* **Goal of the exercise**
Scan the entries for "dead". Every line that holds it is to be copied.

* **Stored items**
______________________________

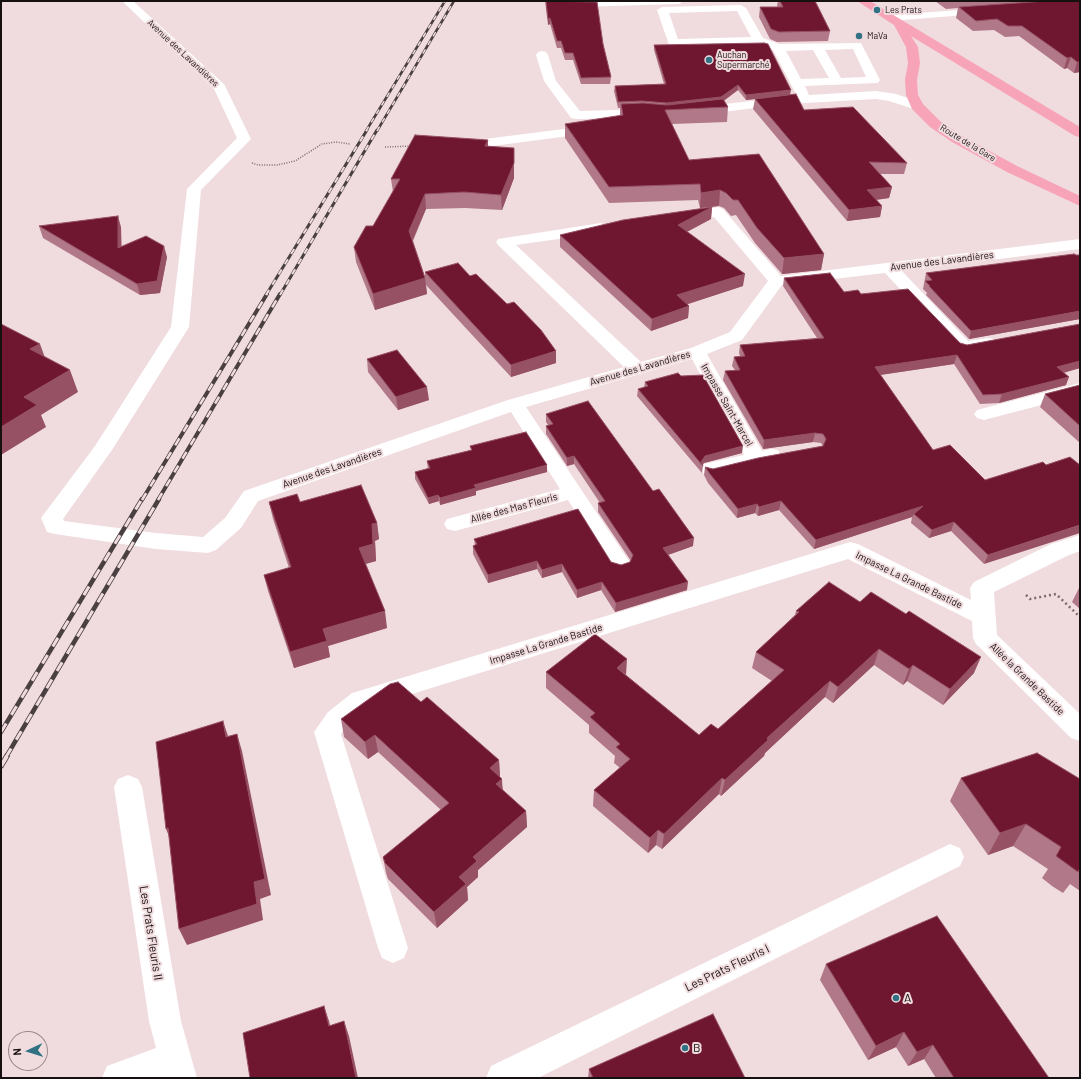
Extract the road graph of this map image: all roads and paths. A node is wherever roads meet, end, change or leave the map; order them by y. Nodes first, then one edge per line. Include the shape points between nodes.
1 (127, 1) edge
2 (577, 1) edge
3 (674, 1) edge
4 (680, 1) edge
5 (862, 1) edge
6 (1001, 10) edge
7 (894, 21) junction
8 (758, 40) junction
9 (817, 46) junction
10 (778, 48) junction
11 (542, 55) dead end
12 (924, 61) junction
13 (911, 80) junction
14 (837, 81) junction
15 (796, 84) junction
16 (1009, 90) junction
17 (876, 95) junction
18 (805, 99) junction
19 (917, 106) junction
20 (689, 112) edge
21 (1078, 130) edge
22 (485, 143) edge
23 (350, 144) dead end
24 (416, 146) edge
25 (384, 147) dead end
26 (227, 156) junction
27 (1080, 202) edge
28 (671, 219) edge
29 (615, 226) edge
30 (1080, 244) edge
31 (890, 268) junction
32 (778, 281) junction
33 (1002, 340) edge
34 (696, 352) junction
35 (636, 368) junction
36 (1080, 389) edge
37 (515, 404) junction
38 (984, 414) dead end
39 (792, 452) edge
40 (756, 458) junction
41 (710, 469) edge
42 (573, 492) junction
43 (455, 524) dead end
44 (1080, 543) edge
45 (620, 564) edge
46 (1007, 576) junction
47 (983, 616) junction
48 (1080, 617) edge
49 (1080, 730) edge
50 (128, 787) dead end
51 (950, 857) dead end
52 (393, 948) dead end
53 (177, 1067) edge
54 (119, 1078) edge
55 (503, 1078) edge

1 - 26 street, Avenue des Lavandières via 220,87 244,139
2 - 3 street via 579,4
3 - 4 street
5 - 7 main road, Route de la Gare
6 - 7 street
7 - 12 main road, Route de la Gare
7 - 16 main road, Route de la Gare
8 - 8 street via 741,8 662,10 673,43
8 - 10 street
9 - 10 street
9 - 14 street
9 - 14 street via 857,45 874,80
10 - 15 street
11 - 22 street via 550,81 576,115 642,112 663,114 644,123
12 - 13 main road, Route de la Gare
12 - 16 main road via 950,61 998,87
13 - 17 street via 893,90
13 - 19 main road, Route de la Gare via 912,95
14 - 15 street
15 - 18 street
16 - 21 main road, Route de la Gare
17 - 18 street
17 - 19 street
18 - 20 street
19 - 27 main road, Route de la Gare via 935,124 958,140
23 - 26 path via 322,144 295,161 276,165 258,165
24 - 25 path
26 - 37 street, Avenue des Lavandières via 194,189 180,327 102,450 52,518 54,527 208,545 232,523 251,496
28 - 32 street via 718,212
29 - 35 street via 504,242
30 - 31 street, Avenue des Lavandières
31 - 32 street, Avenue des Lavandières
31 - 33 street via 964,347
32 - 34 street, Avenue des Lavandières via 736,336
34 - 35 street, Avenue des Lavandières
34 - 40 street, Impasse Saint-Marcel
35 - 37 street, Avenue des Lavandières
36 - 38 street
37 - 42 street, Allée des Mas Fleuris
39 - 40 street, Impasse Saint-Marcel
40 - 41 street, Impasse Saint-Marcel
42 - 43 street, Allée des Mas Fleuris
42 - 45 street, Allée des Mas Fleuris
44 - 46 street, Allée la Grande Bastide via 1059,550
46 - 47 street, Allée la Grande Bastide via 982,588
46 - 48 path via 1030,599 1056,594
47 - 49 street, Allée la Grande Bastide via 985,638
47 - 52 street, Impasse La Grande Bastide via 850,550 361,700 327,732
50 - 53 street, Les Prats Fleuris II via 165,1021
51 - 55 street, Les Prats Fleuris I
53 - 54 street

______________________________

* **Task answer**
11 (542, 55) dead end
23 (350, 144) dead end
25 (384, 147) dead end
38 (984, 414) dead end
43 (455, 524) dead end
50 (128, 787) dead end
51 (950, 857) dead end
52 (393, 948) dead end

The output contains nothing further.